# TASK BRIEF:
Retype the following records exactly and exclude the pictures.

# SOURCE MATERIAL:
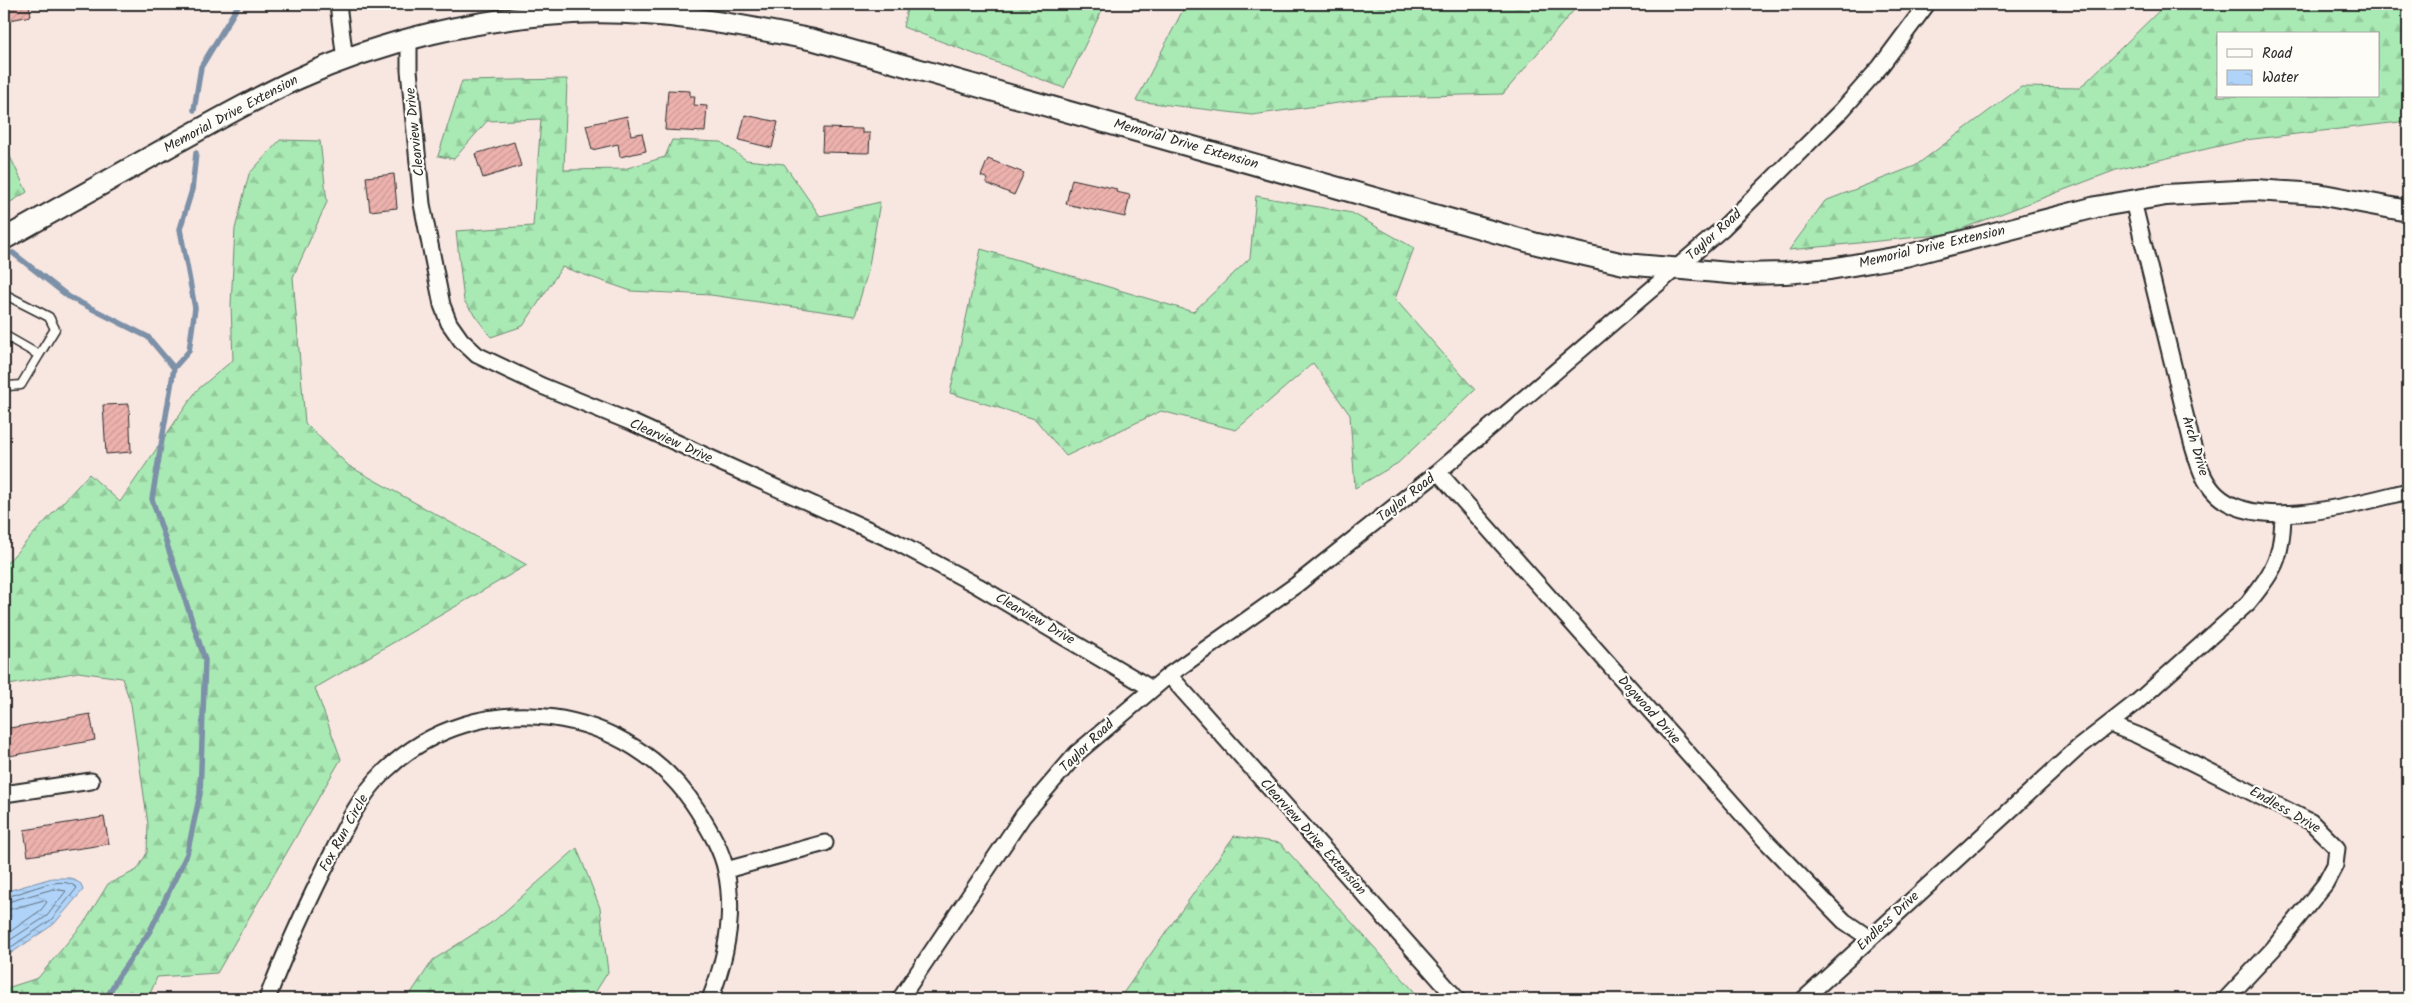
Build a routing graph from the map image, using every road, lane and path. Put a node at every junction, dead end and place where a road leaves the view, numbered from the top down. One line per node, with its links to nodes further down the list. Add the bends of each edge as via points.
1 (338, 4): 4 (street)
2 (1928, 4): 8 (street, Taylor Road, via 1842,110 1723,228)
3 (409, 40): 4 (street, Memorial Drive Extension); 8 (street, Memorial Drive Extension, via 485,22 575,13 648,14 753,28 874,56 1537,244 1624,264); 17 (street, Clearview Drive, via 422,204 442,305 449,323 477,355 896,542 978,586)
4 (345, 60): 7 (street, Memorial Drive Extension, via 298,78 243,105)
5 (2133, 201): 6 (street, Memorial Drive Extension, via 2193,192 2255,190 2318,194); 8 (street, Memorial Drive Extension, via 2096,207 1905,256 1830,268 1741,274); 15 (street, Arch Drive, via 2201,473 2226,502 2238,508)
6 (2408, 212)
7 (4, 239)
8 (1675, 269): 13 (street, Taylor Road)
9 (4, 294): 11 (lane, via 49,317 55,329)
10 (4, 335): 11 (lane)
11 (39, 355): 12 (lane, via 21,385 8,386)
12 (4, 383)
13 (1438, 472): 16 (street, Taylor Road, via 1296,585); 23 (street, Dogwood Drive, via 1765,840 1844,921)
14 (2408, 491): 15 (street, Arch Drive, via 2345,506)
15 (2283, 515): 18 (street, Endless Drive, via 2280,553 2261,588 2248,604)
16 (1169, 674): 17 (street, Taylor Road); 27 (street, Clearview Drive Extension)
17 (1152, 689): 26 (street, Taylor Road, via 1078,753 1044,789)
18 (2109, 724): 23 (street, Endless Drive, via 2078,748); 29 (street, Endless Drive, via 2311,822 2337,848 2335,865 2324,884 2273,949)
19 (90, 781): 20 (street)
20 (4, 794)
21 (825, 843): 22 (street)
22 (726, 870): 24 (street, Fox Run Circle, via 712,836 690,799 674,778 634,746 588,725 563,719 517,716 480,720 457,727 405,755 366,792 349,819 293,933); 25 (street, Fox Run Circle, via 728,938 720,975)
23 (1869, 938): 28 (street, Endless Drive)
24 (267, 999)
25 (710, 999)
26 (900, 999)
27 (1457, 999)
28 (1804, 999)
29 (2226, 999)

# THE COMPLETED TASK:
Build a routing graph from the map image, using every road, lane and path. Put a node at every junction, dead end and place where a road leaves the view, numbered from the top down. One line per node, with its links to nodes further down the list. Add the bends of each edge as via points.
1 (338, 4): 4 (street)
2 (1928, 4): 8 (street, Taylor Road, via 1842,110 1723,228)
3 (409, 40): 4 (street, Memorial Drive Extension); 8 (street, Memorial Drive Extension, via 485,22 575,13 648,14 753,28 874,56 1537,244 1624,264); 17 (street, Clearview Drive, via 422,204 442,305 449,323 477,355 896,542 978,586)
4 (345, 60): 7 (street, Memorial Drive Extension, via 298,78 243,105)
5 (2133, 201): 6 (street, Memorial Drive Extension, via 2193,192 2255,190 2318,194); 8 (street, Memorial Drive Extension, via 2096,207 1905,256 1830,268 1741,274); 15 (street, Arch Drive, via 2201,473 2226,502 2238,508)
6 (2408, 212)
7 (4, 239)
8 (1675, 269): 13 (street, Taylor Road)
9 (4, 294): 11 (lane, via 49,317 55,329)
10 (4, 335): 11 (lane)
11 (39, 355): 12 (lane, via 21,385 8,386)
12 (4, 383)
13 (1438, 472): 16 (street, Taylor Road, via 1296,585); 23 (street, Dogwood Drive, via 1765,840 1844,921)
14 (2408, 491): 15 (street, Arch Drive, via 2345,506)
15 (2283, 515): 18 (street, Endless Drive, via 2280,553 2261,588 2248,604)
16 (1169, 674): 17 (street, Taylor Road); 27 (street, Clearview Drive Extension)
17 (1152, 689): 26 (street, Taylor Road, via 1078,753 1044,789)
18 (2109, 724): 23 (street, Endless Drive, via 2078,748); 29 (street, Endless Drive, via 2311,822 2337,848 2335,865 2324,884 2273,949)
19 (90, 781): 20 (street)
20 (4, 794)
21 (825, 843): 22 (street)
22 (726, 870): 24 (street, Fox Run Circle, via 712,836 690,799 674,778 634,746 588,725 563,719 517,716 480,720 457,727 405,755 366,792 349,819 293,933); 25 (street, Fox Run Circle, via 728,938 720,975)
23 (1869, 938): 28 (street, Endless Drive)
24 (267, 999)
25 (710, 999)
26 (900, 999)
27 (1457, 999)
28 (1804, 999)
29 (2226, 999)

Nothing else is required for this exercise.